IDA Pro 5.7 highlights
We have released a IDA Pro 5.7 few days ago. The complete whatsnew can be found here.
In this blog post we will highlight some of the major changes and additions of this release.
Among the various changes and additions to the debugger kernel and modules, we:
- added support for MMX/XMM registers:
- added more actions to the modules window:
- Load debug symbols: Load additional PDB symbols
- Jump to module base: Jumps to the module base in the current view
- Analyze module: Converts the module segments to non-debugger segments and analyzes the module. Handy when analyzing crashdump files
- added Bochs 2.4.2 support.
Bochs 2.4.2 introduced range read/write physical watchpoints. If a watchpoint was added from the Bochs command line interface IDA Pro will suspend the execution when the watchpoint triggers.
Bochs Linux debugger plugin
(Debugger running Under Ubuntu 9 x86)
Please refer to the tutorial to learn more how to configure and use the plugin.
Apart from bug fixes and minor speed improvements, we added non-invasive debugging support. This ability to attach to processes that are already being debugged comes handy when you want to create crashdumps or inspect handles and other kernel objects.
Make sure you enable this option from the Debugger/Debugger Options/Specific debugger options dialog:
If you are debugging 64-bit applications using idag64, the Windbg plugin will offer to run the debugger server for you automatically:
When the debugger server is no longer needed make sure to terminate it.
Processor modules and Plugins
It is now possible to write scriptable loaders, processor modules and plugins. If you always wanted your scripts to automatically execute when a database is loaded and unload/deinitialize when the database is closed, then turn your script into a plugin script with just a few additional lines of code.
If we get enough requests about writing debugger modules using scripts, we may add this facility in the future.
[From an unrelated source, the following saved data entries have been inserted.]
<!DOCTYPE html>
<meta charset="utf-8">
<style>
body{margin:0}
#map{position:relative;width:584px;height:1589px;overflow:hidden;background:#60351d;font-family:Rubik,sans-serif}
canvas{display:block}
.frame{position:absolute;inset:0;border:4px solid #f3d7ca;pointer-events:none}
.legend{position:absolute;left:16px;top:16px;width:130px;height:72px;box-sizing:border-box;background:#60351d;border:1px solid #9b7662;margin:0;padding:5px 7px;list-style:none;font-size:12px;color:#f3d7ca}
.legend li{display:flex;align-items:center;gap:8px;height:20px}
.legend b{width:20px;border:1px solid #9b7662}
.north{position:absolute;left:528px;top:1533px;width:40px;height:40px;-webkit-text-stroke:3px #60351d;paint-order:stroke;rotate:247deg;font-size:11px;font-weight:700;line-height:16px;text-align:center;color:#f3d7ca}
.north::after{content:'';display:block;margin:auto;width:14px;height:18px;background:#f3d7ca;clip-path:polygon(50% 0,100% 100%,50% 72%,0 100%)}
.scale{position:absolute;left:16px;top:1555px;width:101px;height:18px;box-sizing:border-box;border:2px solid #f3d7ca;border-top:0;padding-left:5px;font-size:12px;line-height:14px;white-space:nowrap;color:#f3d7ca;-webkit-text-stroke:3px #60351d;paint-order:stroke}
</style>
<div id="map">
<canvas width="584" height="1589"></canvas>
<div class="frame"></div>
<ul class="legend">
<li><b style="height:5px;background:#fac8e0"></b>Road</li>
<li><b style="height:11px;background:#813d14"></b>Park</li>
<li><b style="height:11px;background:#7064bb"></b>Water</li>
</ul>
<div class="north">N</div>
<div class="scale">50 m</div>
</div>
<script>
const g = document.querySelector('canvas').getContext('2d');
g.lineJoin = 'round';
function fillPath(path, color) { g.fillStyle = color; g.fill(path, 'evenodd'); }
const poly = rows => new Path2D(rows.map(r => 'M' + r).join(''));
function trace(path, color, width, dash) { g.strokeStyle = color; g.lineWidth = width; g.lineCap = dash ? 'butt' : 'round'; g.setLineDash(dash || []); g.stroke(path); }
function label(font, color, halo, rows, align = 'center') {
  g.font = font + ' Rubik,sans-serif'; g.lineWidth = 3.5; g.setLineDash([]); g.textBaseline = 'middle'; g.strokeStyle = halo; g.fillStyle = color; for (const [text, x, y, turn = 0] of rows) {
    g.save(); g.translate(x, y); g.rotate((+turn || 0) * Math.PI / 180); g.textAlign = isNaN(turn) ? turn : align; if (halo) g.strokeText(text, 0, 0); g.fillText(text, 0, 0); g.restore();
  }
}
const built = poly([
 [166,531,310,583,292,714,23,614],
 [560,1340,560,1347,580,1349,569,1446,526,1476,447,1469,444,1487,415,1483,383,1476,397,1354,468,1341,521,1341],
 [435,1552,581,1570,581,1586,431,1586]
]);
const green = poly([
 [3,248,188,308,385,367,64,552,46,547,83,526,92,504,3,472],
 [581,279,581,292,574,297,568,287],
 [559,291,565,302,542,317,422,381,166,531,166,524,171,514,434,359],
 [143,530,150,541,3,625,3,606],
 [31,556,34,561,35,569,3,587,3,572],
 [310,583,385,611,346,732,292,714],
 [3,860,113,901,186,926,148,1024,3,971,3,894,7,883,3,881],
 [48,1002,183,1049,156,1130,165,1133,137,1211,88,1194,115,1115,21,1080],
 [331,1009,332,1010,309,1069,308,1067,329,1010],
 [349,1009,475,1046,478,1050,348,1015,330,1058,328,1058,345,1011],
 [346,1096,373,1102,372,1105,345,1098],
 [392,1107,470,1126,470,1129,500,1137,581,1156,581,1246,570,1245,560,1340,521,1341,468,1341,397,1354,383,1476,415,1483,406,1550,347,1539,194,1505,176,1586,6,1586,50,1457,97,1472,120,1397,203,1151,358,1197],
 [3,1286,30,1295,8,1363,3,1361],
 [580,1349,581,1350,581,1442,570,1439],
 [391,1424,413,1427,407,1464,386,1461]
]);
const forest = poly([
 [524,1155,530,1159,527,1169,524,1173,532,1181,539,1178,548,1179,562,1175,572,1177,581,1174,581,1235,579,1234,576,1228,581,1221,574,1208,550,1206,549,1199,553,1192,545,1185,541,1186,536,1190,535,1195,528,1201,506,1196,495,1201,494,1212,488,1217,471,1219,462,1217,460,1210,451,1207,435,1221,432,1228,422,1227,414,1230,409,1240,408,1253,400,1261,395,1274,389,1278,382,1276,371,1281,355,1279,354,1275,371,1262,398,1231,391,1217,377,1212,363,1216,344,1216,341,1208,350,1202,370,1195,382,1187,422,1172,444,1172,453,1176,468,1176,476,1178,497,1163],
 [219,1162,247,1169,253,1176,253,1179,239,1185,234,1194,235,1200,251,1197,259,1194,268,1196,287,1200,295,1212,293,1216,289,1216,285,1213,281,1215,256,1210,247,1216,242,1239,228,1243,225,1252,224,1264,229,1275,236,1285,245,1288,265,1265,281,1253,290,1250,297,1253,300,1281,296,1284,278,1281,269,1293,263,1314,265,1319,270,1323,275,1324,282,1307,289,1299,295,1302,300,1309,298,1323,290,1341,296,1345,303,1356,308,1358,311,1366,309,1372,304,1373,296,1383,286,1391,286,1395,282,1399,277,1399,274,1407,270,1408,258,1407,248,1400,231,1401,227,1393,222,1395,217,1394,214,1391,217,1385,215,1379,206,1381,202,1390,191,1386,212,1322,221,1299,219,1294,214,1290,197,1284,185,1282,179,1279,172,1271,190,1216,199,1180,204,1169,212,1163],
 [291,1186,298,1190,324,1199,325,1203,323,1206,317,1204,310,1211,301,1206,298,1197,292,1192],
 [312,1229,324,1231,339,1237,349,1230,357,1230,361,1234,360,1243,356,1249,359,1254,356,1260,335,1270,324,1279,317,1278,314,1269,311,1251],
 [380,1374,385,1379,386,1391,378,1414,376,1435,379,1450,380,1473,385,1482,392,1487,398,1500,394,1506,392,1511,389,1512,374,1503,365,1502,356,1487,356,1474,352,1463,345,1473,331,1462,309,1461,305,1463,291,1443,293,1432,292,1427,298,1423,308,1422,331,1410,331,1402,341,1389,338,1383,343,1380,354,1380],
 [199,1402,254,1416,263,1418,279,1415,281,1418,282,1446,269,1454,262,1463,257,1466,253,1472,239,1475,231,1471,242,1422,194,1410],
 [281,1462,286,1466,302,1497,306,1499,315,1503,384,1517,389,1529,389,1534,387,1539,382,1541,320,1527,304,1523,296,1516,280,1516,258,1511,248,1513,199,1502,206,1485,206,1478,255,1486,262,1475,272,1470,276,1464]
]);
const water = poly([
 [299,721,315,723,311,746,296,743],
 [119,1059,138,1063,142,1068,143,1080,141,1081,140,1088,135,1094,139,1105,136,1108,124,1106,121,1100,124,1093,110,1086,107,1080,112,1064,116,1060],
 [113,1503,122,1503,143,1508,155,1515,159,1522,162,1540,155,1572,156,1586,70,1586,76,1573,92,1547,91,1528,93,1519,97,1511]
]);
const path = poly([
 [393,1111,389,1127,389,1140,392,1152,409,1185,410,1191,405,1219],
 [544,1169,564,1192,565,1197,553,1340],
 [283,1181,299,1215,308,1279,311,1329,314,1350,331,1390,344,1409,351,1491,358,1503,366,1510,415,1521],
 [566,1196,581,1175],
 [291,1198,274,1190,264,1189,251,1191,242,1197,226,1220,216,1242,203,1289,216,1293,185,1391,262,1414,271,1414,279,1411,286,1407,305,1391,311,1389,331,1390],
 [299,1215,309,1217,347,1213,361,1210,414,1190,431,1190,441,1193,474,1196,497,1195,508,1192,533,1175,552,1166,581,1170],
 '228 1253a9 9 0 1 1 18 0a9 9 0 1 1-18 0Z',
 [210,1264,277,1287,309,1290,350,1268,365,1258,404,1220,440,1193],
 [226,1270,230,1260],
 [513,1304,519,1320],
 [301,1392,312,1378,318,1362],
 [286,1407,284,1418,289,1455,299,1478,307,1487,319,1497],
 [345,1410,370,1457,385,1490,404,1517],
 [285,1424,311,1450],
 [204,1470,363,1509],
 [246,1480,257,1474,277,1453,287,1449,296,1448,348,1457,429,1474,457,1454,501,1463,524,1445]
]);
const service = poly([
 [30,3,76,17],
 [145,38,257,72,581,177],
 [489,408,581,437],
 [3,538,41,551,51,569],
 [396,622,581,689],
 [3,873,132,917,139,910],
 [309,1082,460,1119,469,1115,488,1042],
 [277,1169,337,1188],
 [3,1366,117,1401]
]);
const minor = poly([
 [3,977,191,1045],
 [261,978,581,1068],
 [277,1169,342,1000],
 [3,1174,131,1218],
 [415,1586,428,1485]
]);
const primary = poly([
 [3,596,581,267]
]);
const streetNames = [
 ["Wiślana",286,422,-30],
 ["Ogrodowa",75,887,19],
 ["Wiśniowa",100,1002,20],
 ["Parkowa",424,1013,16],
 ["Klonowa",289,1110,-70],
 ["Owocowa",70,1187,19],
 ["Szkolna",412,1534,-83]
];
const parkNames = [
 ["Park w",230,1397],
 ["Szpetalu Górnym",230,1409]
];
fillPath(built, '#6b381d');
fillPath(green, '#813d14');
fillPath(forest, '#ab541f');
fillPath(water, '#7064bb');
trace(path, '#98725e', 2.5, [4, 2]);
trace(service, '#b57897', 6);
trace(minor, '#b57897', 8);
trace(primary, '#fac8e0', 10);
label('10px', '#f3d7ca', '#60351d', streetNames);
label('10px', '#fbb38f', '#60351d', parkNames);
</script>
We refactored and improved the IDAPython (now version 1.4.0) plugin (and the extlang_t interface by adding new facilities to call object methods, query properties and so on).
This has lead to significant speed gains as demonstrated by Ero Carrera’s blog post.
We also documented all the manually wrapped functions and utility classes which were poorly documented with the example scripts.
Please refer to the documentation of the pseudo module pywraps for more information.
The graphical user interface
We did some last minute changes to the GUI and some of the features described before were changed:
- The recent scripts window can be configured to be a dockable window or a modal dialog (check idagui.cfg / RECENT_SCRIPTS_MODAL)
- No need to hold the Alt key in order to jump to identifiers, instead simply double click on it
- Output window is now searchable: use Alt-T to start the search and Ctrl-T to search for the next match
Kernel and processor modules
We have added support for almost all ARMv7 instructions, including NEON (aka Advanced SIMD). NEON instructions can be found in the code made for Cortex-A8 processors, such as the one in iPhone 3GS and iPad.
Because ARM uses new, unified syntax for NEON and VFP (Vector Floating Point) instructions in ARMv7, we use the new syntax if NEON is enabled.
Otherwise we still display old mnemonics for VFP instructions, as they’re what most people are used to.
The only instructions still missing from ARMv7 are ThumbEE instructions which are supposed to be used for JIT compilation of bytecode-based languages. We have not yet encountered any real-life code using it.
You can choose which architecture version to use when disassembling ARM code. This can be done interactively in the “Processor-specific options dialog” :
via the command-line:
idag -parm:ARMv6T2 firmware.bin
or by editing IDA.CFG:
ARM_DEFAULT_ARCHITECTURE = "ARMv6";
For ARM Mach-O files or ELF files that include EABI attributes, the architecture version is set automatically from the flags in the file.
We have improved the register tracing and now almost all indirect code and data references are recognized. Here’s one of the many samples:
We have also added decoding of the MIPS16e instructions jrc, jalrc, save, restore etc.).
One small but important new feature is the improvement in the parsing of SEH (Structured Exception Handling) in Win32 files.
It is especially useful when disassembling drivers which use SEH extensively.
Notice that the finally handler is not converted into a separate function as before (because of the call), but is correctly added to the main function.
Python processor modules
We added two new processor module scripts written entirely in Python. They can be used as a template when developing your own.
- ebc.py: EFI Byte code processor module:
- msp430.py: MSP430 is a simple 27-instructions 16-bit RISC processor from TI.